Tuesday, October 2, 2012

Early Autumn

I’m starting to wonder if one of the requirements to win the Pulitzer is that the story be unbearably depressing. I finished the ninth winning novel, Louis Bromfield’s Early Autumn, over a week ago and I needed to let it sit for a little while before writing about it. It’s about a bunch of unhappy people. It had an unhappy ending. Mostly, it was a huge bummer. At its center is Olivia Pentland, a beautiful, intelligent, sensitive woman who is married to an insufferable bore of a man.
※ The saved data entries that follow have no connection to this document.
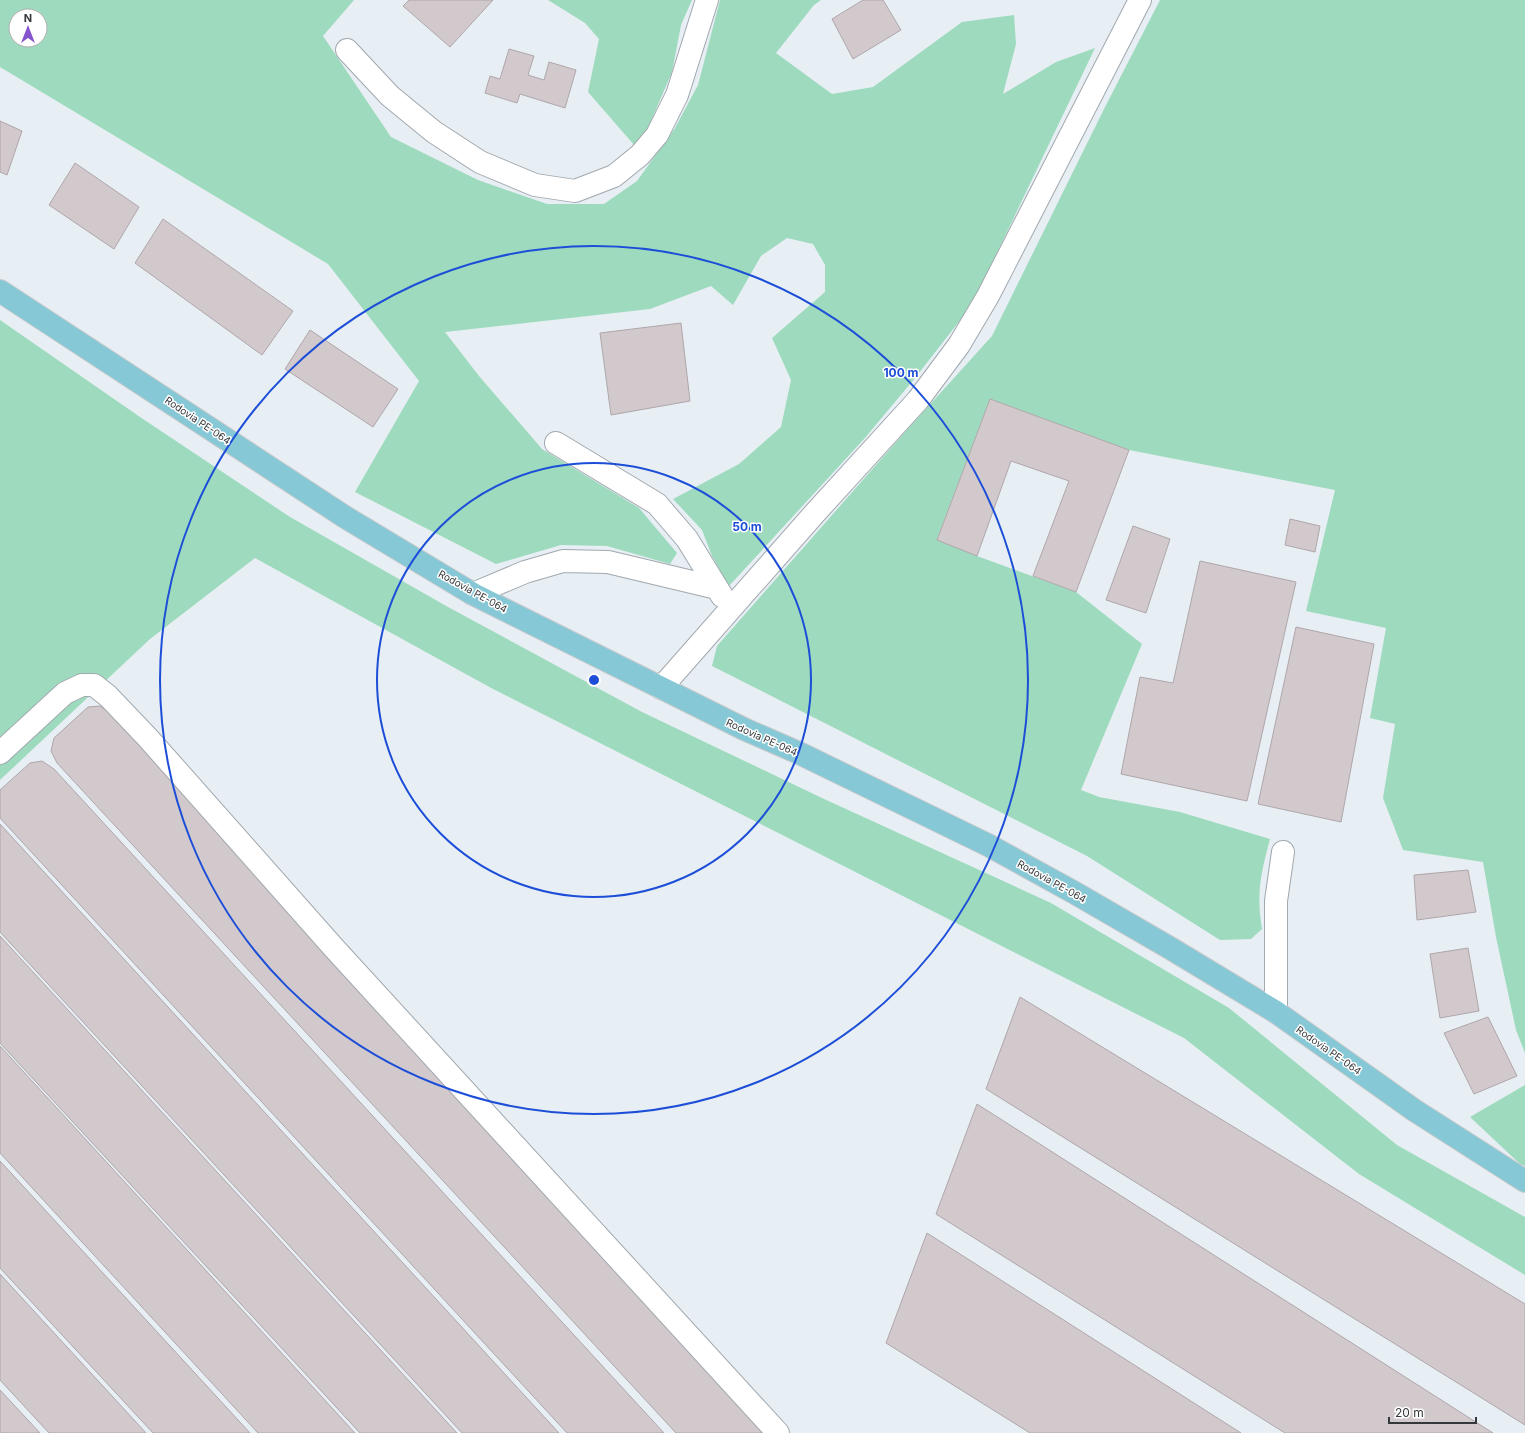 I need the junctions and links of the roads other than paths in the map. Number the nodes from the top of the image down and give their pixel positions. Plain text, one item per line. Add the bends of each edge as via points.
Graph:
1 (707, 0) edge
2 (1140, 0) edge
3 (347, 50) dead end
4 (0, 291) edge
5 (556, 443) dead end
6 (717, 588) junction
7 (473, 594) junction
8 (730, 609) junction
9 (661, 688) junction
10 (0, 753) edge
11 (1283, 852) dead end
12 (1276, 1012) junction
13 (1525, 1181) edge
14 (778, 1433) edge

1 - 3 street via 677,95 657,135 640,155 614,176 575,192 535,185 480,162 434,132 390,96
2 - 8 street via 988,296 959,345 918,400
4 - 7 main road, Rodovia PE-064 via 345,517
5 - 6 street via 657,504 687,539
6 - 7 street via 608,562 563,561 525,572
6 - 8 street
7 - 9 main road, Rodovia PE-064
8 - 9 street
9 - 12 main road, Rodovia PE-064 via 988,845 1170,948
10 - 14 street via 65,693 82,685 94,685 108,696 334,948
11 - 12 street via 1276,901
12 - 13 main road, Rodovia PE-064 via 1414,1110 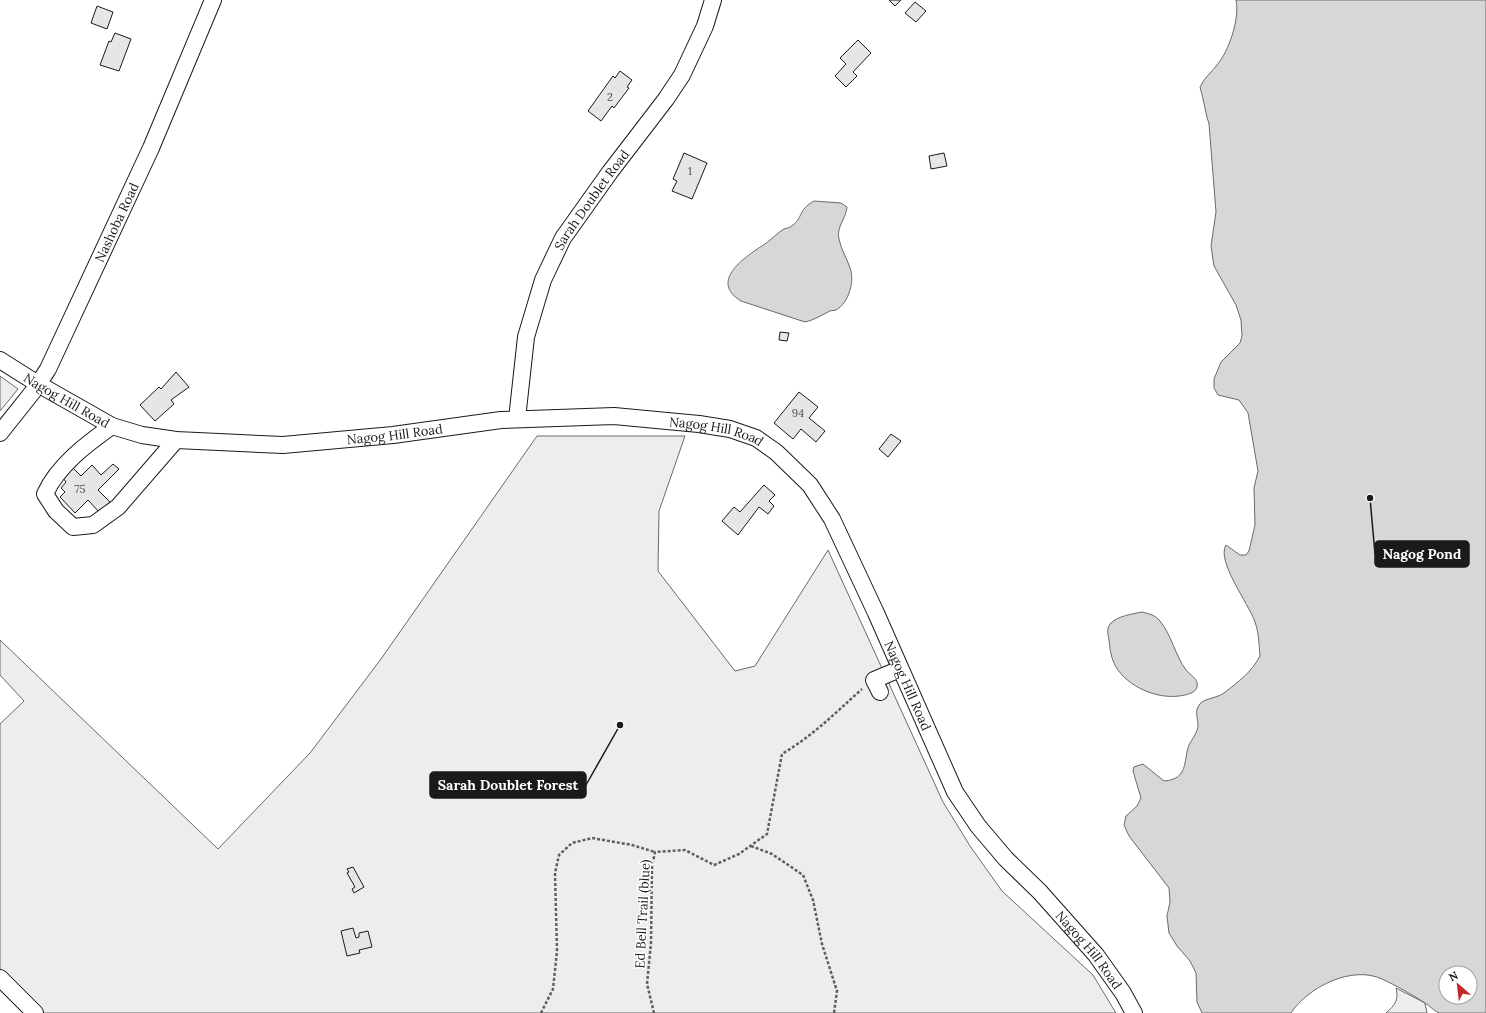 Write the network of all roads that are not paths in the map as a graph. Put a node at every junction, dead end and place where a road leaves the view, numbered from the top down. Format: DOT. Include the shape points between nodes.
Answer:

Early Autumn is mostly her story, although it’s also the story of the family she married into.



Unless you have a degree in English Literature or possibly Women’s Studies then I’m going to assume that you’ve never heard of the 1979 landmark work in feminist literary criticism, The Madwoman in the Attic: The Woman Writer and the Nineteenth-Century Literary Imagination, written by Sandra Gilbert and Susan Gubar. The title is a reference to Charlote Brontë’s Jane Eyre, in which Mr. Rochester’s wife, Bertha Antoinetta Mason, remains secretly locked away in the attic of Thornfield for most of the novel due to uncontrollable fits of violence brought on by her insanity. In the text, Gilbert and Gubar examine the works of the most prominent female writers and poets of the nineteenth century (including Jane Austen, Charlotte and Emily Brontë, Emily Dickinson, George Eliot, and Mary Shelley) and the ways in which they both reinforced and challenged the male-dominated literary tradition that tended to cast female characters either as angelic, pure women or rebellious, crazy lunatics.

(I know discussions of feminist literary criticism are not the most exciting thing ever, but I swear it’s relevant – just bear with me for a few more moments here and I promise we’ll get back to Bromfield’s-bummer-of-a-book, Early Autumn, in just a moment.)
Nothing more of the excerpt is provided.